::: Available records :::
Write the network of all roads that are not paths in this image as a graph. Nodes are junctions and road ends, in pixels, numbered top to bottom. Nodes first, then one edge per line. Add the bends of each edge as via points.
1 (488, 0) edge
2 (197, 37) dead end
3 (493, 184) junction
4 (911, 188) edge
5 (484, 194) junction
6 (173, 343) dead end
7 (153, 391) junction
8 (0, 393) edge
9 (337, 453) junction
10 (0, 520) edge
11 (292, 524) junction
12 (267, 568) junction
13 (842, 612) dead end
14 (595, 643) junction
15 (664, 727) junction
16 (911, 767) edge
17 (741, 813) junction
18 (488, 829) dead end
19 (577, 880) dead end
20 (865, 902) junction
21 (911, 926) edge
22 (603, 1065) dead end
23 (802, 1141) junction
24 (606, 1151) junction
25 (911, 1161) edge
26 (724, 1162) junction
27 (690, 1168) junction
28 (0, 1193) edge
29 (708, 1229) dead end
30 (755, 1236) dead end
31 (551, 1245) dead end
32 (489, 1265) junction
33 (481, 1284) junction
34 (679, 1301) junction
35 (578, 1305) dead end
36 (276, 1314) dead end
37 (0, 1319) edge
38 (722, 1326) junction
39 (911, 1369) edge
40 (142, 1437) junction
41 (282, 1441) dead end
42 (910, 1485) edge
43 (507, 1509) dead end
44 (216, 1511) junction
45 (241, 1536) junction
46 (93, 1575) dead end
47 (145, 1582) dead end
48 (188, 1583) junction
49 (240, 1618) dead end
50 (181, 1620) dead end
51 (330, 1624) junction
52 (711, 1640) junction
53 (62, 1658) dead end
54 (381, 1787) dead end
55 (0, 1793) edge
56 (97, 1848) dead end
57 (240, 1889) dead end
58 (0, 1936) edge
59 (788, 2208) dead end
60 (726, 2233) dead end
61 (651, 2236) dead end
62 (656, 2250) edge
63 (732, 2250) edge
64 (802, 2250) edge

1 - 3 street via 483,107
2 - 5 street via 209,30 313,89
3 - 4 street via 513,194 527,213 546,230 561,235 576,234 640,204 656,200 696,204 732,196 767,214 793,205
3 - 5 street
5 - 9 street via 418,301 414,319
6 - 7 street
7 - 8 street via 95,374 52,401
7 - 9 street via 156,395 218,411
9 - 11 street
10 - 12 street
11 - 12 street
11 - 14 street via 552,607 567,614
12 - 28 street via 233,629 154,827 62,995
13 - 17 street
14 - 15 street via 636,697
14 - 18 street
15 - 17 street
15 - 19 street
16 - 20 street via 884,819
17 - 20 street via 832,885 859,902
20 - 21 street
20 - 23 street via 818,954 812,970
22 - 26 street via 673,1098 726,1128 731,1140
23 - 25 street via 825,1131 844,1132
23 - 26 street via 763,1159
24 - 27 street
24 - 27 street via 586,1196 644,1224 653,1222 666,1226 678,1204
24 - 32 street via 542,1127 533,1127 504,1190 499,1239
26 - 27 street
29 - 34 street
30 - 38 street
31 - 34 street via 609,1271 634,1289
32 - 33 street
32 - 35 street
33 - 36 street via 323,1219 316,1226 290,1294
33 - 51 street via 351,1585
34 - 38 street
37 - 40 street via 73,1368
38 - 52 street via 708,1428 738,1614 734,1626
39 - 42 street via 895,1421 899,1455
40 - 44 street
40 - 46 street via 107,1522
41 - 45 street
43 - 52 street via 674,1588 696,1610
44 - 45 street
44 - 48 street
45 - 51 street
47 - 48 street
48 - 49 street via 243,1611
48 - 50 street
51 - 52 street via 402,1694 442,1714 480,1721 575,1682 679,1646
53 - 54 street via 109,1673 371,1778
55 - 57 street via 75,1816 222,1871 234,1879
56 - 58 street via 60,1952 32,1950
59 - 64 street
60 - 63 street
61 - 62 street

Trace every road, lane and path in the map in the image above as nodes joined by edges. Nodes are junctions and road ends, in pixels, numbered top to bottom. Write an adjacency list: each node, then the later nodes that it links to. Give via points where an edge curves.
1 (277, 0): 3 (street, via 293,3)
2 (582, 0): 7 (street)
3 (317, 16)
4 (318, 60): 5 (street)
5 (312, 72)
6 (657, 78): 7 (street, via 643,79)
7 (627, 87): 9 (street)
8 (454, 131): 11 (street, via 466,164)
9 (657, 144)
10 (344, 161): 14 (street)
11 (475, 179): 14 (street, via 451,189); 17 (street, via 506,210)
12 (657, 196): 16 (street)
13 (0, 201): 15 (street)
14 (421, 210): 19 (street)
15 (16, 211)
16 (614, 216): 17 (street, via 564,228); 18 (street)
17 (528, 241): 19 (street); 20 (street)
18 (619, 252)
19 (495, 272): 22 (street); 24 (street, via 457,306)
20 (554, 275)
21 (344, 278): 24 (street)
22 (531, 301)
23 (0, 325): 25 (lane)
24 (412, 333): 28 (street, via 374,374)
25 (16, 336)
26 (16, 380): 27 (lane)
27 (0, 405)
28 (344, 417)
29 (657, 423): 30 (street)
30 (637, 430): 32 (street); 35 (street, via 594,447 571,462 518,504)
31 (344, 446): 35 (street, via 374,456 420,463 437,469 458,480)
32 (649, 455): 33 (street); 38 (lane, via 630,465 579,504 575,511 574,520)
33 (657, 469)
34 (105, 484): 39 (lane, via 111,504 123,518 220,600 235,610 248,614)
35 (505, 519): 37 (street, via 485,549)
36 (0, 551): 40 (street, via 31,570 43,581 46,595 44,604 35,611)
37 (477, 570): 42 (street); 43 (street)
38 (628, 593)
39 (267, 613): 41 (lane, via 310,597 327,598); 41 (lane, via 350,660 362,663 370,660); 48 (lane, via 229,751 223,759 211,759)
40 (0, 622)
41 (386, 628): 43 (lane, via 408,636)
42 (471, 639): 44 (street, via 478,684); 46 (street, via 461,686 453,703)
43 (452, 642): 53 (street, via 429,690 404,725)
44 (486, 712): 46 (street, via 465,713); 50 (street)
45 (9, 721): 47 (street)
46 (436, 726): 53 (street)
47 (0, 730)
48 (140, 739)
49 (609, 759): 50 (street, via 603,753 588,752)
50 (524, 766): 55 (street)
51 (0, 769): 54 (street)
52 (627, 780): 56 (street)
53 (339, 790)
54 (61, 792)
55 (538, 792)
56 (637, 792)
:::
### Work required
Write out the complete listing above, exactly as it reads.

### Exercise answer
Write the network of all roads that are not paths in this image as a graph. Nodes are junctions and road ends, in pixels, numbered top to bottom. Nodes first, then one edge per line. Add the bends of each edge as via points.
1 (488, 0) edge
2 (197, 37) dead end
3 (493, 184) junction
4 (911, 188) edge
5 (484, 194) junction
6 (173, 343) dead end
7 (153, 391) junction
8 (0, 393) edge
9 (337, 453) junction
10 (0, 520) edge
11 (292, 524) junction
12 (267, 568) junction
13 (842, 612) dead end
14 (595, 643) junction
15 (664, 727) junction
16 (911, 767) edge
17 (741, 813) junction
18 (488, 829) dead end
19 (577, 880) dead end
20 (865, 902) junction
21 (911, 926) edge
22 (603, 1065) dead end
23 (802, 1141) junction
24 (606, 1151) junction
25 (911, 1161) edge
26 (724, 1162) junction
27 (690, 1168) junction
28 (0, 1193) edge
29 (708, 1229) dead end
30 (755, 1236) dead end
31 (551, 1245) dead end
32 (489, 1265) junction
33 (481, 1284) junction
34 (679, 1301) junction
35 (578, 1305) dead end
36 (276, 1314) dead end
37 (0, 1319) edge
38 (722, 1326) junction
39 (911, 1369) edge
40 (142, 1437) junction
41 (282, 1441) dead end
42 (910, 1485) edge
43 (507, 1509) dead end
44 (216, 1511) junction
45 (241, 1536) junction
46 (93, 1575) dead end
47 (145, 1582) dead end
48 (188, 1583) junction
49 (240, 1618) dead end
50 (181, 1620) dead end
51 (330, 1624) junction
52 (711, 1640) junction
53 (62, 1658) dead end
54 (381, 1787) dead end
55 (0, 1793) edge
56 (97, 1848) dead end
57 (240, 1889) dead end
58 (0, 1936) edge
59 (788, 2208) dead end
60 (726, 2233) dead end
61 (651, 2236) dead end
62 (656, 2250) edge
63 (732, 2250) edge
64 (802, 2250) edge

1 - 3 street via 483,107
2 - 5 street via 209,30 313,89
3 - 4 street via 513,194 527,213 546,230 561,235 576,234 640,204 656,200 696,204 732,196 767,214 793,205
3 - 5 street
5 - 9 street via 418,301 414,319
6 - 7 street
7 - 8 street via 95,374 52,401
7 - 9 street via 156,395 218,411
9 - 11 street
10 - 12 street
11 - 12 street
11 - 14 street via 552,607 567,614
12 - 28 street via 233,629 154,827 62,995
13 - 17 street
14 - 15 street via 636,697
14 - 18 street
15 - 17 street
15 - 19 street
16 - 20 street via 884,819
17 - 20 street via 832,885 859,902
20 - 21 street
20 - 23 street via 818,954 812,970
22 - 26 street via 673,1098 726,1128 731,1140
23 - 25 street via 825,1131 844,1132
23 - 26 street via 763,1159
24 - 27 street
24 - 27 street via 586,1196 644,1224 653,1222 666,1226 678,1204
24 - 32 street via 542,1127 533,1127 504,1190 499,1239
26 - 27 street
29 - 34 street
30 - 38 street
31 - 34 street via 609,1271 634,1289
32 - 33 street
32 - 35 street
33 - 36 street via 323,1219 316,1226 290,1294
33 - 51 street via 351,1585
34 - 38 street
37 - 40 street via 73,1368
38 - 52 street via 708,1428 738,1614 734,1626
39 - 42 street via 895,1421 899,1455
40 - 44 street
40 - 46 street via 107,1522
41 - 45 street
43 - 52 street via 674,1588 696,1610
44 - 45 street
44 - 48 street
45 - 51 street
47 - 48 street
48 - 49 street via 243,1611
48 - 50 street
51 - 52 street via 402,1694 442,1714 480,1721 575,1682 679,1646
53 - 54 street via 109,1673 371,1778
55 - 57 street via 75,1816 222,1871 234,1879
56 - 58 street via 60,1952 32,1950
59 - 64 street
60 - 63 street
61 - 62 street

Trace every road, lane and path in the map in the image above as nodes joined by edges. Nodes are junctions and road ends, in pixels, numbered top to bottom. Write an adjacency list: each node, then the later nodes that it links to. Give via points where an edge curves.
1 (277, 0): 3 (street, via 293,3)
2 (582, 0): 7 (street)
3 (317, 16)
4 (318, 60): 5 (street)
5 (312, 72)
6 (657, 78): 7 (street, via 643,79)
7 (627, 87): 9 (street)
8 (454, 131): 11 (street, via 466,164)
9 (657, 144)
10 (344, 161): 14 (street)
11 (475, 179): 14 (street, via 451,189); 17 (street, via 506,210)
12 (657, 196): 16 (street)
13 (0, 201): 15 (street)
14 (421, 210): 19 (street)
15 (16, 211)
16 (614, 216): 17 (street, via 564,228); 18 (street)
17 (528, 241): 19 (street); 20 (street)
18 (619, 252)
19 (495, 272): 22 (street); 24 (street, via 457,306)
20 (554, 275)
21 (344, 278): 24 (street)
22 (531, 301)
23 (0, 325): 25 (lane)
24 (412, 333): 28 (street, via 374,374)
25 (16, 336)
26 (16, 380): 27 (lane)
27 (0, 405)
28 (344, 417)
29 (657, 423): 30 (street)
30 (637, 430): 32 (street); 35 (street, via 594,447 571,462 518,504)
31 (344, 446): 35 (street, via 374,456 420,463 437,469 458,480)
32 (649, 455): 33 (street); 38 (lane, via 630,465 579,504 575,511 574,520)
33 (657, 469)
34 (105, 484): 39 (lane, via 111,504 123,518 220,600 235,610 248,614)
35 (505, 519): 37 (street, via 485,549)
36 (0, 551): 40 (street, via 31,570 43,581 46,595 44,604 35,611)
37 (477, 570): 42 (street); 43 (street)
38 (628, 593)
39 (267, 613): 41 (lane, via 310,597 327,598); 41 (lane, via 350,660 362,663 370,660); 48 (lane, via 229,751 223,759 211,759)
40 (0, 622)
41 (386, 628): 43 (lane, via 408,636)
42 (471, 639): 44 (street, via 478,684); 46 (street, via 461,686 453,703)
43 (452, 642): 53 (street, via 429,690 404,725)
44 (486, 712): 46 (street, via 465,713); 50 (street)
45 (9, 721): 47 (street)
46 (436, 726): 53 (street)
47 (0, 730)
48 (140, 739)
49 (609, 759): 50 (street, via 603,753 588,752)
50 (524, 766): 55 (street)
51 (0, 769): 54 (street)
52 (627, 780): 56 (street)
53 (339, 790)
54 (61, 792)
55 (538, 792)
56 (637, 792)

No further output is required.